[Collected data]
━━━━━━━━━━━━━━━━━━━━

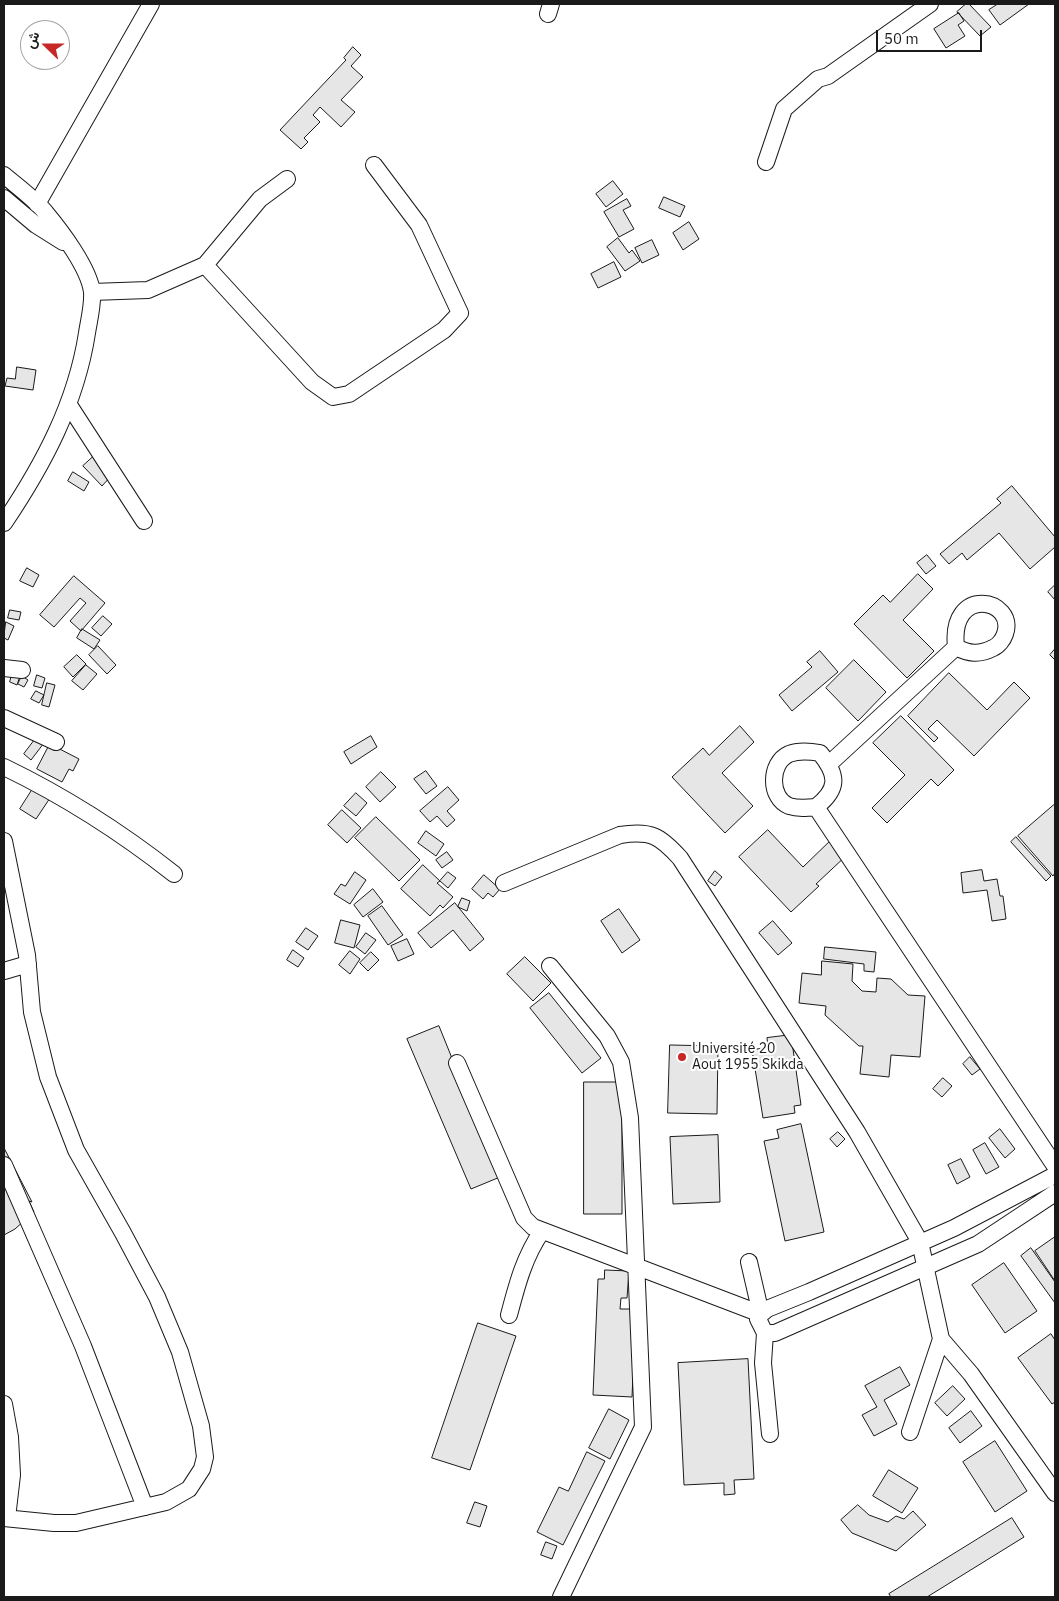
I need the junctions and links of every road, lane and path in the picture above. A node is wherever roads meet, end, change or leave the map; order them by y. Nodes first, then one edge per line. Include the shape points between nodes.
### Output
1 (152, 4) edge
2 (930, 4) edge
3 (766, 162) dead end
4 (374, 165) dead end
5 (4, 175) edge
6 (287, 179) dead end
7 (4, 198) edge
8 (37, 204) junction
9 (67, 244) junction
10 (204, 265) junction
11 (92, 292) junction
12 (69, 405) junction
13 (144, 521) dead end
14 (4, 523) edge
15 (956, 648) dead end
16 (4, 668) edge
17 (22, 670) dead end
18 (4, 718) edge
19 (56, 742) dead end
20 (829, 764) junction
21 (4, 768) edge
22 (816, 807) junction
23 (4, 841) edge
24 (174, 874) dead end
25 (504, 883) dead end
26 (28, 964) junction
27 (550, 966) dead end
28 (4, 971) edge
29 (456, 1063) dead end
30 (4, 1165) edge
31 (1055, 1166) edge
32 (1055, 1175) edge
33 (1055, 1193) edge
34 (542, 1231) junction
35 (920, 1242) junction
36 (749, 1262) dead end
37 (926, 1266) junction
38 (637, 1267) junction
39 (761, 1314) junction
40 (508, 1315) dead end
41 (765, 1333) junction
42 (941, 1338) junction
43 (4, 1404) edge
44 (910, 1432) dead end
45 (770, 1434) dead end
46 (1055, 1493) edge
47 (145, 1507) junction
48 (6, 1518) edge
49 (561, 1597) edge

1 - 8 street
2 - 3 street via 818,80 784,109
4 - 10 street via 419,225 460,313 444,330 349,394 333,396 312,382
5 - 8 street
6 - 10 street via 260,198
7 - 9 street via 36,226
8 - 9 street
9 - 11 street via 79,260
10 - 11 street via 148,290
11 - 12 street via 84,350
12 - 13 street
12 - 14 street via 48,451
15 - 20 street
16 - 17 street
18 - 19 street
20 - 22 street via 834,781 829,797
20 - 22 street via 820,753 805,751 787,755 775,770 776,796 787,806
21 - 24 street via 33,781 132,841
22 - 31 street
23 - 26 street
25 - 35 street via 620,835 638,832 656,836 666,843 680,858 858,1132
26 - 28 street
26 - 47 street via 32,1012 48,1077 76,1150 156,1297 180,1352 205,1443 202,1468 190,1489 166,1502
27 - 38 street via 607,1036 621,1062 630,1118
29 - 34 street via 524,1218
30 - 47 street via 83,1346
32 - 35 street via 954,1228
33 - 37 street via 978,1244
34 - 38 street
34 - 40 street via 521,1271
35 - 37 street
35 - 39 street
36 - 39 street
37 - 41 street via 774,1333
37 - 42 street
38 - 39 street
38 - 49 street via 643,1427
39 - 41 street via 758,1318
41 - 45 street via 763,1363
42 - 44 street
42 - 46 street via 971,1374
43 - 48 street via 12,1475
47 - 48 street via 76,1522

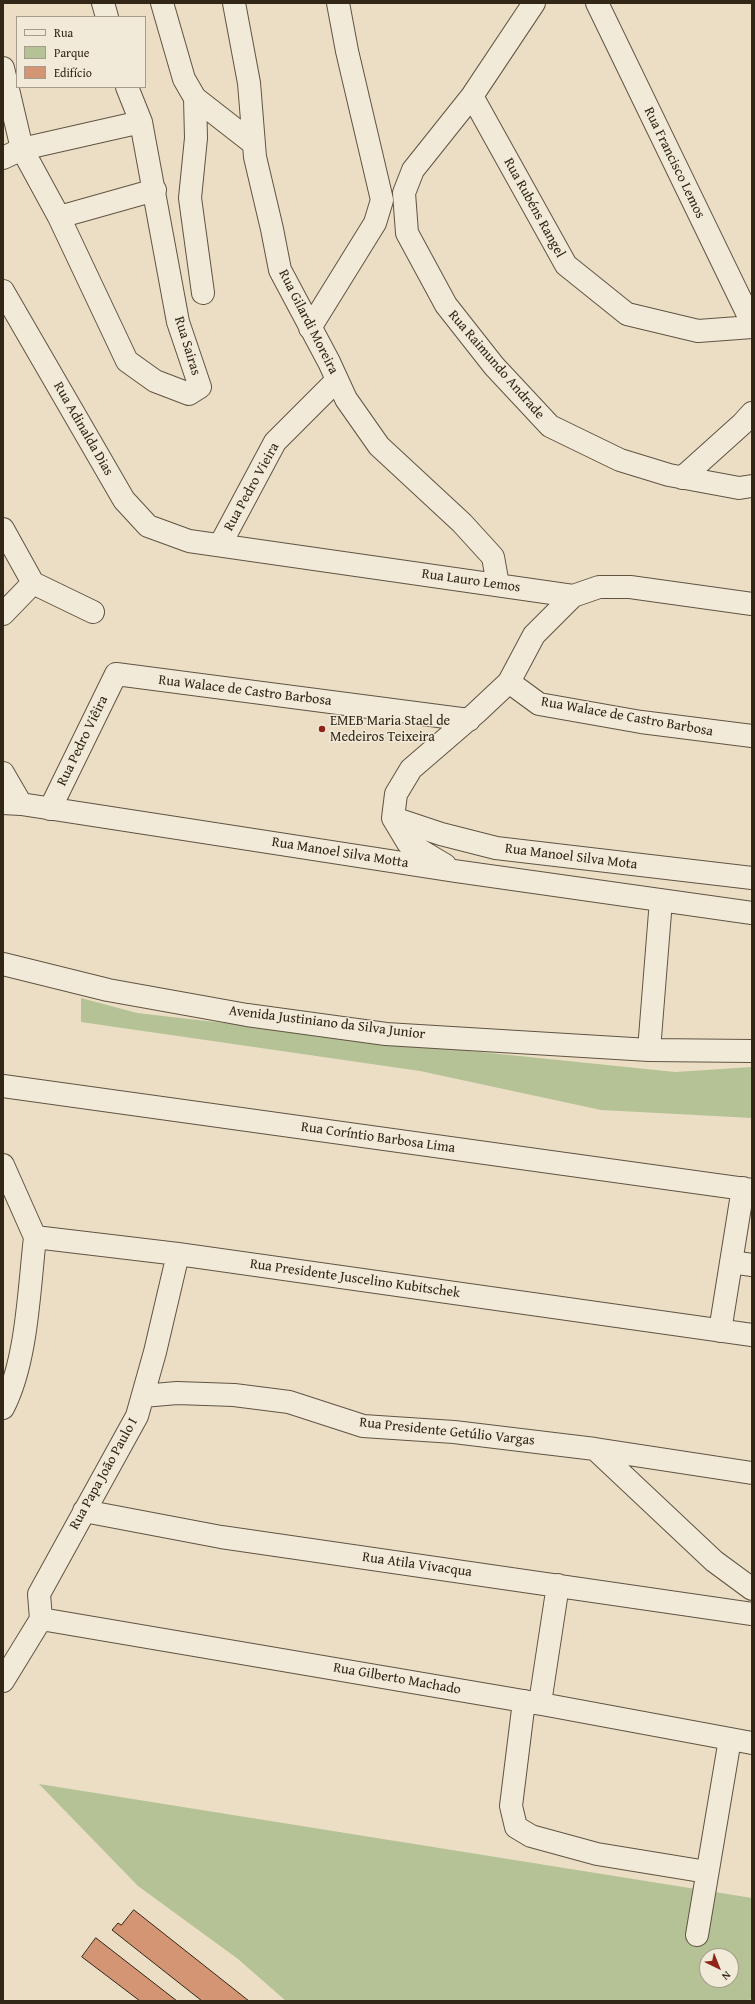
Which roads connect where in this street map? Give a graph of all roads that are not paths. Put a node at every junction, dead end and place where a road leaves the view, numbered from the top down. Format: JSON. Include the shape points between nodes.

━━━━━━━━━━━━━━━━━━━━

_PROBLEM TO SOLVE:_ Please repeat the data verbatim and leave the pictures out of your copy.

_SOLUTION TO THE EXERCISE:_
I need the junctions and links of every road, lane and path in the picture above. A node is wherever roads meet, end, change or leave the map; order them by y. Nodes first, then one edge per line. Include the shape points between nodes.
### Output
1 (152, 4) edge
2 (930, 4) edge
3 (766, 162) dead end
4 (374, 165) dead end
5 (4, 175) edge
6 (287, 179) dead end
7 (4, 198) edge
8 (37, 204) junction
9 (67, 244) junction
10 (204, 265) junction
11 (92, 292) junction
12 (69, 405) junction
13 (144, 521) dead end
14 (4, 523) edge
15 (956, 648) dead end
16 (4, 668) edge
17 (22, 670) dead end
18 (4, 718) edge
19 (56, 742) dead end
20 (829, 764) junction
21 (4, 768) edge
22 (816, 807) junction
23 (4, 841) edge
24 (174, 874) dead end
25 (504, 883) dead end
26 (28, 964) junction
27 (550, 966) dead end
28 (4, 971) edge
29 (456, 1063) dead end
30 (4, 1165) edge
31 (1055, 1166) edge
32 (1055, 1175) edge
33 (1055, 1193) edge
34 (542, 1231) junction
35 (920, 1242) junction
36 (749, 1262) dead end
37 (926, 1266) junction
38 (637, 1267) junction
39 (761, 1314) junction
40 (508, 1315) dead end
41 (765, 1333) junction
42 (941, 1338) junction
43 (4, 1404) edge
44 (910, 1432) dead end
45 (770, 1434) dead end
46 (1055, 1493) edge
47 (145, 1507) junction
48 (6, 1518) edge
49 (561, 1597) edge

1 - 8 street
2 - 3 street via 818,80 784,109
4 - 10 street via 419,225 460,313 444,330 349,394 333,396 312,382
5 - 8 street
6 - 10 street via 260,198
7 - 9 street via 36,226
8 - 9 street
9 - 11 street via 79,260
10 - 11 street via 148,290
11 - 12 street via 84,350
12 - 13 street
12 - 14 street via 48,451
15 - 20 street
16 - 17 street
18 - 19 street
20 - 22 street via 834,781 829,797
20 - 22 street via 820,753 805,751 787,755 775,770 776,796 787,806
21 - 24 street via 33,781 132,841
22 - 31 street
23 - 26 street
25 - 35 street via 620,835 638,832 656,836 666,843 680,858 858,1132
26 - 28 street
26 - 47 street via 32,1012 48,1077 76,1150 156,1297 180,1352 205,1443 202,1468 190,1489 166,1502
27 - 38 street via 607,1036 621,1062 630,1118
29 - 34 street via 524,1218
30 - 47 street via 83,1346
32 - 35 street via 954,1228
33 - 37 street via 978,1244
34 - 38 street
34 - 40 street via 521,1271
35 - 37 street
35 - 39 street
36 - 39 street
37 - 41 street via 774,1333
37 - 42 street
38 - 39 street
38 - 49 street via 643,1427
39 - 41 street via 758,1318
41 - 45 street via 763,1363
42 - 44 street
42 - 46 street via 971,1374
43 - 48 street via 12,1475
47 - 48 street via 76,1522

Which roads connect where in this street map? Give a graph of all roads that are not paths. Put a node at every junction, dead end and place where a road leaves the view, numbered from the top down. Format: JSON. Include the shape points between nodes.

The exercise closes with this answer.